E per molte foreste che vi sono è molta la copia delle selvaticine, lepri, conigli, vulpi, caprij, cinghiali, martore, istrici, rizzi, testudine e lupi. Ha quantità grande di armenti, bovi, bacche, giommente, asini e muli, pecore e capre. Abonda anco d’uccelli d’ogni sorte, domestici, selvatici et aquatici.  L’api vi moltiplicano di maniera che non solo nell’arbori nelli boschi, ma anco nelli lochi domestici e con industria fatti, onde vi è abondanza grande e di mele e di cera. La terra è fertilissima e produce volentieri frumenti bellissimi, li migliori che si possono desiderare, orgio, fave, lini et ogni sorte di legume. Vi è molta copia d’olio dulcissimo, che molte terre di Puglia e di Basilicata si servono di quello.
I Venusini per l’obbliquità della sfera celeste hanno il Polo Artico elevato sopra l’Oriente in quaranta gradi, secondo Claudio Tholomeo, ma secondo l’altri astrologi l’hanno quarantuno e mezzo in circa distante dal polo che è frigido e dall’Equinotiale che è caldo. Hanno l’aere temperato, che ne l’inverno né l’estate se veggono estreme qualità di freddo o di caldo, per la qual cosa la siccidità, temperata in parte dall’humidità, partorisce e fa l’homini d’acuti ingegni, perciocché la crassezza del cerebro se tempera per la siccidità dell’aere; e di qui è nato che dall’origine di detta città, in tutti i suoi tempi, quella sempre ha partorito l’homini in tutte l’arti e scientie liberali di gran stupore ingegnosissimi, come si dirrà a suo loco.
La siccidità dell’aere medesmamente a i Venosini se causa da i molti e spessi venti australi set-tentrionali e boriali, dalli quali veggo a i cittadini partorire duoi danni, l’uno lì è che non ponno troppo in alto edificare i loro palagi, l’altro che molti di detta città, per il troppo soffiare di detti venti, spessissime volte cascano ammalati di ponture, e molti di quelli di ciò passano a miglior vita.

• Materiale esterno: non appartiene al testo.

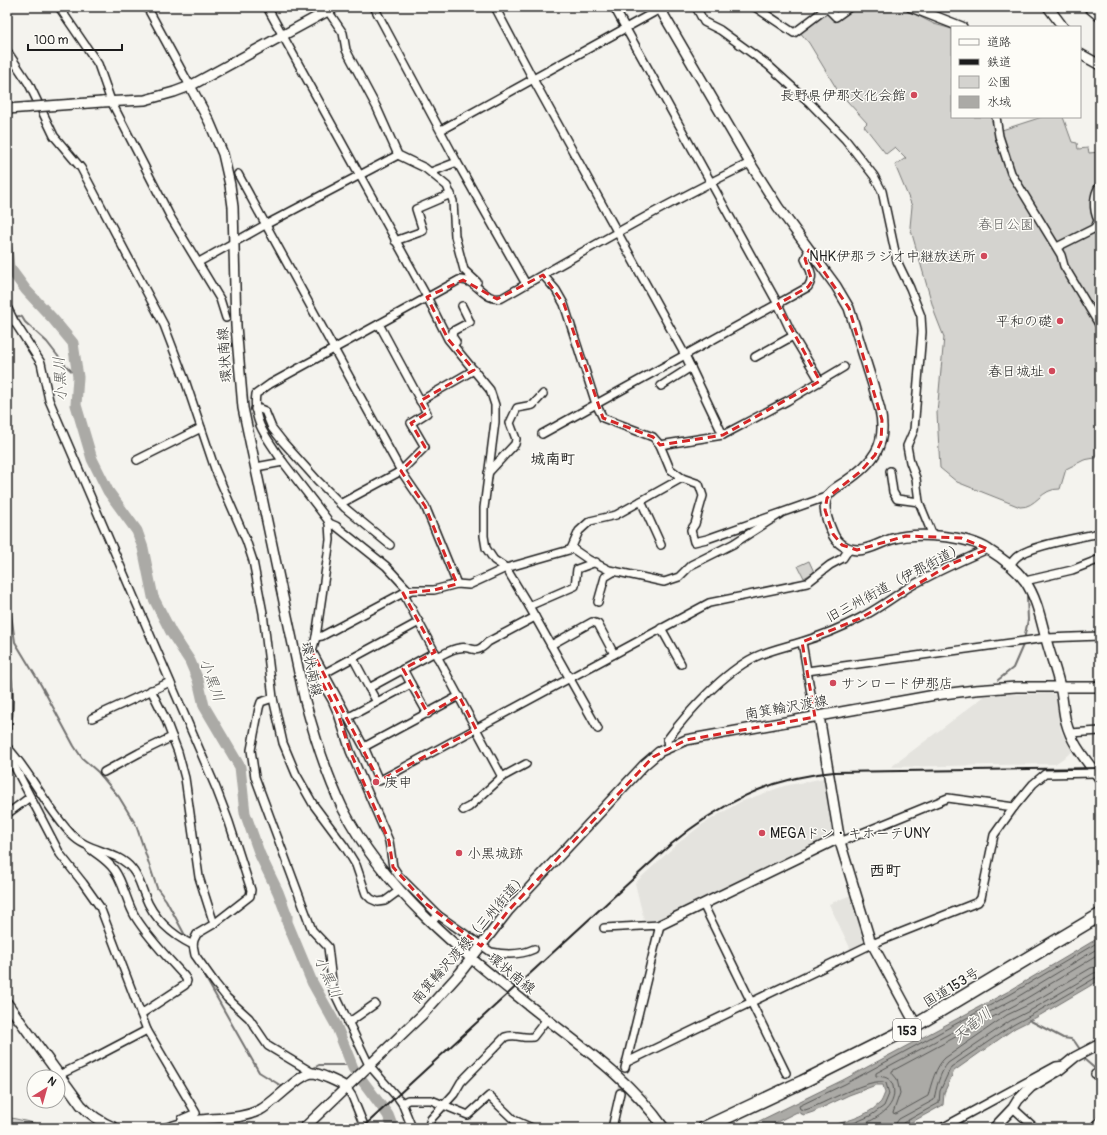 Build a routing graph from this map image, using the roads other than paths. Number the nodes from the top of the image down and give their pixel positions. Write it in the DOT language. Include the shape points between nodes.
graph roads {
  1 [pos="59,7"];
  2 [pos="146,7"];
  3 [pos="266,7"];
  4 [pos="374,7"];
  5 [pos="495,7"];
  6 [pos="614,7"];
  7 [pos="696,7"];
  8 [pos="755,7"];
  9 [pos="850,7"];
  10 [pos="911,7"];
  11 [pos="1048,7"];
  12 [pos="1087,7"];
  13 [pos="659,8"];
  14 [pos="827,8"];
  15 [pos="332,9"];
  16 [pos="1100,18"];
  17 [pos="959,26"];
  18 [pos="1062,26"];
  19 [pos="625,29"];
  20 [pos="282,35"];
  21 [pos="7,51"];
  22 [pos="1081,55"];
  23 [pos="1100,65"];
  24 [pos="533,79"];
  25 [pos="190,86"];
  26 [pos="107,102"];
  27 [pos="7,109"];
  28 [pos="996,118"];
  29 [pos="441,130"];
  30 [pos="398,155"];
  31 [pos="457,162"];
  32 [pos="750,163"];
  33 [pos="431,172"];
  34 [pos="238,174"];
  35 [pos="359,176"];
  36 [pos="710,182"];
  37 [pos="1100,185"];
  38 [pos="451,194"];
  39 [pos="265,225"];
  40 [pos="618,232"];
  41 [pos="395,241"];
  42 [pos="234,243"];
  43 [pos="1057,247"];
  44 [pos="809,250"];
  45 [pos="198,262"];
  46 [pos="543,274"];
  47 [pos="526,284"];
  48 [pos="483,292"];
  49 [pos="427,297"];
  50 [pos="778,304"];
  51 [pos="462,306"];
  52 [pos="7,307"];
  53 [pos="226,318"];
  54 [pos="379,324"];
  55 [pos="1100,326"];
  56 [pos="793,336"];
  57 [pos="333,349"];
  58 [pos="685,355"];
  59 [pos="755,357"];
  60 [pos="468,362"];
  61 [pos="691,367"];
  62 [pos="844,367"];
  63 [pos="474,370"];
  64 [pos="820,381"];
  65 [pos="661,386"];
  66 [pos="543,394"];
  67 [pos="420,401"];
  68 [pos="596,404"];
  69 [pos="255,409"];
  70 [pos="201,428"];
  71 [pos="542,434"];
  72 [pos="723,435"];
  73 [pos="660,445"];
  74 [pos="137,460"];
  75 [pos="283,462"];
  76 [pos="256,467"];
  77 [pos="401,471"];
  78 [pos="890,471"];
  79 [pos="488,474"];
  80 [pos="682,478"];
  81 [pos="827,498"];
  82 [pos="640,501"];
  83 [pos="919,502"];
  84 [pos="340,504"];
  85 [pos="780,514"];
  86 [pos="329,523"];
  87 [pos="1100,533"];
  88 [pos="933,536"];
  89 [pos="390,545"];
  90 [pos="661,545"];
  91 [pos="571,549"];
  92 [pos="849,549"];
  93 [pos="988,549"];
  94 [pos="1100,560"];
  95 [pos="596,562"];
  96 [pos="1010,566"];
  97 [pos="506,568"];
  98 [pos="615,571"];
  99 [pos="1025,581"];
  100 [pos="457,584"];
  101 [pos="406,592"];
  102 [pos="598,602"];
  103 [pos="529,606"];
  104 [pos="535,617"];
  105 [pos="419,622"];
  106 [pos="661,628"];
  107 [pos="316,636"];
  108 [pos="1100,636"];
  109 [pos="1046,638"];
  110 [pos="802,642"];
  111 [pos="551,644"];
  112 [pos="312,651"];
  113 [pos="614,654"];
  114 [pos="436,655"];
  115 [pos="353,658"];
  116 [pos="681,664"];
  117 [pos="403,669"];
  118 [pos="807,671"];
  119 [pos="325,673"];
  120 [pos="7,677"];
  121 [pos="569,678"];
  122 [pos="170,682"];
  123 [pos="411,684"];
  124 [pos="1060,687"];
  125 [pos="1100,687"];
  126 [pos="369,688"];
  127 [pos="150,690"];
  128 [pos="459,696"];
  129 [pos="273,698"];
  130 [pos="377,702"];
  131 [pos="428,714"];
  132 [pos="817,716"];
  133 [pos="92,718"];
  134 [pos="349,718"];
  135 [pos="7,729"];
  136 [pos="476,729"];
  137 [pos="598,729"];
  138 [pos="1100,731"];
  139 [pos="1070,733"];
  140 [pos="172,736"];
  141 [pos="7,747"];
  142 [pos="364,747"];
  143 [pos="668,747"];
  144 [pos="7,752"];
  145 [pos="526,764"];
  146 [pos="104,772"];
  147 [pos="1098,776"];
  148 [pos="502,777"];
  149 [pos="30,797"];
  150 [pos="1014,807"];
  151 [pos="463,810"];
  152 [pos="7,814"];
  153 [pos="840,840"];
  154 [pos="85,845"];
  155 [pos="400,890"];
  156 [pos="703,904"];
  157 [pos="438,915"];
  158 [pos="1100,915"];
  159 [pos="214,924"];
  160 [pos="431,924"];
  161 [pos="660,925"];
  162 [pos="604,928"];
  163 [pos="872,944"];
  164 [pos="193,945"];
  165 [pos="481,946"];
  166 [pos="534,949"];
  167 [pos="471,959"];
  168 [pos="7,1002"];
  169 [pos="752,1002"];
  170 [pos="375,1004"];
  171 [pos="141,1014"];
  172 [pos="547,1019"];
  173 [pos="348,1023"];
  174 [pos="916,1025"];
  175 [pos="147,1030"];
  176 [pos="1100,1044"];
  177 [pos="1065,1065"];
  178 [pos="368,1066"];
  179 [pos="55,1069"];
  180 [pos="66,1072"];
  181 [pos="313,1073"];
  182 [pos="786,1073"];
  183 [pos="66,1085"];
  184 [pos="348,1086"];
  185 [pos="620,1093"];
  186 [pos="398,1099"];
  187 [pos="444,1106"];
  188 [pos="1013,1108"];
  189 [pos="1100,1121"];
  190 [pos="183,1124"];
  191 [pos="115,1128"];
  192 [pos="167,1128"];
  193 [pos="304,1128"];
  194 [pos="365,1128"];
  195 [pos="412,1128"];
  196 [pos="428,1128"];
  197 [pos="532,1128"];
  198 [pos="612,1128"];
  199 [pos="664,1128"];
  200 [pos="704,1128"];
  201 [pos="942,1128"];
  202 [pos="994,1128"];
  203 [pos="1035,1128"];
  204 [pos="1094,1128"];
  1 -- 26 [label="street" via="98,64"];
  2 -- 25 [label="street"];
  3 -- 20 [label="street"];
  4 -- 29 [label="street"];
  5 -- 24 [label="street"];
  6 -- 19 [label="street"];
  7 -- 83 [label="street" via="704,22 720,30 768,65 823,117 845,139 874,176 882,191 897,261 913,295 922,324 914,430 907,446 916,478"];
  8 -- 14 [label="street" via="794,33"];
  9 -- 14 [label="street" via="836,17"];
  10 -- 17 [label="street"];
  11 -- 18 [label="street"];
  12 -- 16 [label="street"];
  13 -- 19 [label="street"];
  13 -- 32 [label="street"];
  15 -- 20 [label="street"];
  15 -- 30 [label="street" via="343,33 346,50 377,108"];
  19 -- 24 [label="street"];
  19 -- 36 [label="street"];
  20 -- 25 [label="street"];
  20 -- 35 [label="street"];
  21 -- 70 [label="street" via="29,84 54,136 81,168 164,325"];
  22 -- 23 [label="street"];
  24 -- 29 [label="street"];
  24 -- 40 [label="street"];
  25 -- 26 [label="street" via="145,100"];
  25 -- 42 [label="street, 環状南線" via="223,154 230,185"];
  26 -- 27 [label="street, bridge"];
  26 -- 45 [label="street"];
  28 -- 43 [label="street" via="1011,173"];
  29 -- 31 [label="street"];
  30 -- 33 [label="street"];
  30 -- 35 [label="street"];
  31 -- 33 [label="street"];
  31 -- 47 [label="street"];
  32 -- 36 [label="street"];
  32 -- 44 [label="street"];
  33 -- 38 [label="street" via="447,186"];
  34 -- 39 [label="street"];
  35 -- 39 [label="street"];
  35 -- 41 [label="street"];
  36 -- 40 [label="street"];
  36 -- 50 [label="street"];
  37 -- 43 [label="street" via="1094,201 1094,213 1098,220 1096,226"];
  38 -- 41 [label="street" via="416,209 423,231"];
  38 -- 48 [label="street" via="455,236 464,270 481,286"];
  39 -- 42 [label="street"];
  39 -- 57 [label="street"];
  40 -- 46 [label="street"];
  40 -- 58 [label="street"];
  41 -- 49 [label="street"];
  42 -- 45 [label="street"];
  42 -- 76 [label="street, 環状南線" via="239,368 243,408"];
  43 -- 55 [label="street" via="1064,266"];
  44 -- 50 [label="street" via="805,259 812,281 808,287"];
  44 -- 81 [label="street" via="849,308 882,420 881,442 875,455 861,471 832,491"];
  45 -- 53 [label="street" via="220,299"];
  46 -- 47 [label="street"];
  46 -- 68 [label="street" via="564,304"];
  47 -- 48 [label="street" via="497,299"];
  48 -- 49 [label="street" via="468,281 458,280"];
  49 -- 54 [label="street"];
  49 -- 60 [label="street" via="448,338"];
  50 -- 56 [label="street"];
  50 -- 58 [label="street"];
  51 -- 60 [label="street" via="470,322 453,331 452,336 469,359"];
  52 -- 122 [label="street" via="41,364 51,407"];
  54 -- 57 [label="street"];
  54 -- 67 [label="street"];
  56 -- 59 [label="street"];
  56 -- 64 [label="street"];
  57 -- 69 [label="street" via="262,388 256,394"];
  57 -- 77 [label="street"];
  58 -- 61 [label="street"];
  58 -- 68 [label="street"];
  60 -- 63 [label="street"];
  61 -- 65 [label="street"];
  61 -- 72 [label="street"];
  62 -- 64 [label="street"];
  63 -- 67 [label="street"];
  63 -- 79 [label="street" via="490,390 495,405"];
  64 -- 72 [label="street"];
  66 -- 79 [label="street" via="533,405 517,408 510,423 516,439 515,444"];
  67 -- 77 [label="street" via="427,413 411,423 425,447"];
  68 -- 71 [label="street"];
  68 -- 73 [label="street" via="603,418 653,437"];
  69 -- 75 [label="street" via="261,429"];
  69 -- 84 [label="street" via="265,411 268,421 283,442"];
  70 -- 74 [label="street"];
  70 -- 129 [label="street" via="253,561 263,613"];
  72 -- 73 [label="street"];
  73 -- 80 [label="street" via="670,469"];
  75 -- 76 [label="street"];
  75 -- 86 [label="street"];
  76 -- 155 [label="street, 環状南線" via="305,701 318,749 354,828 379,866"];
  77 -- 84 [label="street"];
  77 -- 100 [label="street" via="425,506"];
  78 -- 83 [label="street" via="893,492 897,499"];
  79 -- 97 [label="street" via="484,508 486,548 494,560"];
  80 -- 82 [label="street"];
  80 -- 85 [label="street" via="699,484 703,496 691,530 694,542"];
  81 -- 85 [label="street"];
  81 -- 92 [label="street" via="826,510 833,534 837,541"];
  82 -- 90 [label="street"];
  82 -- 91 [label="street" via="616,515 590,521 579,531"];
  83 -- 88 [label="street"];
  84 -- 89 [label="street"];
  85 -- 98 [label="street" via="733,544 691,565 679,577 664,582"];
  86 -- 101 [label="street" via="386,566"];
  86 -- 107 [label="street" via="330,540"];
  87 -- 96 [label="street" via="1028,551 1018,556"];
  88 -- 92 [label="street" via="898,537 866,549"];
  88 -- 93 [label="street" via="961,538"];
  91 -- 95 [label="street"];
  91 -- 97 [label="street"];
  92 -- 106 [label="street" via="843,558 807,583 709,603"];
  93 -- 96 [label="street"];
  93 -- 110 [label="street, 旧三州街道（伊那街道）" via="951,564 861,618"];
  94 -- 99 [label="street" via="1072,570"];
  95 -- 98 [label="street"];
  95 -- 103 [label="street" via="577,569 575,586"];
  96 -- 99 [label="street"];
  97 -- 100 [label="street" via="469,585"];
  97 -- 103 [label="street"];
  98 -- 102 [label="street" via="605,577"];
  99 -- 109 [label="street" via="1033,596"];
  100 -- 101 [label="street" via="434,590"];
  101 -- 105 [label="street"];
  101 -- 107 [label="street" via="322,636"];
  103 -- 104 [label="street"];
  104 -- 111 [label="street"];
  104 -- 114 [label="street" via="488,642 483,648 477,650 463,647"];
  105 -- 114 [label="street"];
  105 -- 115 [label="street"];
  106 -- 113 [label="street"];
  106 -- 116 [label="street"];
  107 -- 112 [label="street"];
  108 -- 109 [label="street"];
  109 -- 118 [label="street"];
  109 -- 124 [label="street"];
  110 -- 118 [label="street"];
  110 -- 143 [label="street, 旧三州街道（伊那街道）" via="756,657 730,673 680,723 667,740"];
  111 -- 113 [label="street" via="592,622 598,624"];
  111 -- 121 [label="street"];
  112 -- 119 [label="street"];
  112 -- 157 [label="street" via="315,671 332,700 350,751 389,841 393,867"];
  113 -- 121 [label="street"];
  114 -- 117 [label="street"];
  114 -- 128 [label="street"];
  115 -- 119 [label="street"];
  115 -- 126 [label="street"];
  117 -- 123 [label="street"];
  117 -- 126 [label="street"];
  118 -- 132 [label="street"];
  119 -- 134 [label="street"];
  120 -- 135 [label="street" via="10,707"];
  121 -- 136 [label="street"];
  121 -- 137 [label="street"];
  122 -- 127 [label="street"];
  122 -- 159 [label="street" via="229,822 251,890 250,896"];
  123 -- 130 [label="street"];
  123 -- 131 [label="street"];
  124 -- 125 [label="street, 南箕輪沢渡線"];
  124 -- 132 [label="street, 南箕輪沢渡線" via="1023,686 975,690"];
  124 -- 139 [label="street"];
  126 -- 130 [label="street"];
  127 -- 133 [label="street"];
  127 -- 140 [label="street"];
  128 -- 131 [label="street"];
  128 -- 136 [label="street"];
  129 -- 155 [label="street" via="283,743 296,774 313,804 356,865 366,894 378,902 385,901"];
  129 -- 173 [label="street" via="261,702 259,708 251,750 255,778 312,930 328,947 333,990"];
  130 -- 134 [label="street"];
  131 -- 142 [label="street"];
  132 -- 143 [label="street, 南箕輪沢渡線" via="686,740"];
  132 -- 153 [label="street"];
  134 -- 142 [label="street"];
  136 -- 142 [label="street" via="379,781"];
  136 -- 148 [label="street"];
  138 -- 139 [label="street"];
  139 -- 147 [label="street" via="1078,750"];
  140 -- 146 [label="street"];
  140 -- 159 [label="street" via="185,778 199,877"];
  141 -- 154 [label="street" via="18,759 51,810 72,836"];
  143 -- 165 [label="street, 南箕輪沢渡線（三州街道）" via="653,756 635,775 508,911"];
  144 -- 149 [label="street"];
  145 -- 148 [label="street"];
  147 -- 150 [label="street" via="1045,774 1032,784"];
  148 -- 151 [label="street"];
  149 -- 152 [label="street"];
  149 -- 171 [label="street" via="60,854 100,906"];
  150 -- 153 [label="street" via="948,798"];
  150 -- 163 [label="street" via="994,835 978,902"];
  153 -- 156 [label="street"];
  153 -- 163 [label="street"];
  154 -- 164 [label="street" via="122,860 132,868 153,913 184,941"];
  154 -- 171 [label="street" via="111,866 136,918 187,981 185,985"];
  155 -- 160 [label="street, 環状南線"];
  156 -- 161 [label="street"];
  156 -- 169 [label="street"];
  157 -- 160 [label="street"];
  157 -- 165 [label="street"];
  158 -- 174 [label="highway, 国道153号 / 153"];
  159 -- 164 [label="street" via="197,934"];
  160 -- 167 [label="street, 環状南線"];
  161 -- 162 [label="street"];
  161 -- 169 [label="street" via="626,1065"];
  163 -- 169 [label="street"];
  163 -- 174 [label="street"];
  164 -- 181 [label="street" via="195,955 215,983 249,1018 268,1046"];
  165 -- 166 [label="street" via="501,954 525,953"];
  165 -- 167 [label="street, 南箕輪沢渡線（三州街道）"];
  167 -- 172 [label="street, 環状南線"];
  167 -- 178 [label="street, 南箕輪沢渡線（三州街道）" via="423,1014"];
  168 -- 179 [label="street"];
  169 -- 182 [label="street"];
  170 -- 173 [label="street"];
  171 -- 175 [label="street"];
  172 -- 187 [label="street" via="533,1037 525,1038 513,1034 505,1036 461,1082"];
  172 -- 199 [label="street, 環状南線" via="628,1086"];
  173 -- 178 [label="street"];
  174 -- 200 [label="highway, 国道153号 / 153"];
  175 -- 180 [label="street"];
  175 -- 190 [label="street" via="196,1113 182,1119"];
  176 -- 177 [label="street"];
  177 -- 188 [label="street" via="1031,1088"];
  177 -- 201 [label="street" via="1056,1066"];
  178 -- 184 [label="street, 南箕輪沢渡線（三州街道）"];
  178 -- 186 [label="street"];
  181 -- 184 [label="street"];
  181 -- 190 [label="street" via="305,1075 269,1104 253,1113 235,1118 198,1120"];
  183 -- 191 [label="street" via="90,1115"];
  184 -- 193 [label="street, 南箕輪沢渡線（三州街道）"];
  184 -- 194 [label="street"];
  185 -- 198 [label="street"];
  186 -- 187 [label="street" via="431,1100"];
  186 -- 195 [label="street"];
  187 -- 196 [label="street" via="431,1119"];
  187 -- 197 [label="street" via="468,1115 489,1096 514,1120"];
  188 -- 202 [label="street"];
  188 -- 203 [label="street"];
  189 -- 204 [label="street"];
  190 -- 192 [label="street"];
}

Nel resto detta città, d’inverno e d’estate, è salubre e comoda, per la qual cosa i medici famosi e dotti, che per molto tempo in essa sono dimorati, han detto causarsi dal perfettissimo aere, e dalle perfettissime e leggerissime acque che in quella vi si trovano.

FONTE: G. CENNA, Cronica Antica della Città di Venosa, ms., 1614-1640, in BIBLIOTECA NAZIONALE DI NAPOLI, Rari, cc. 7r-9v.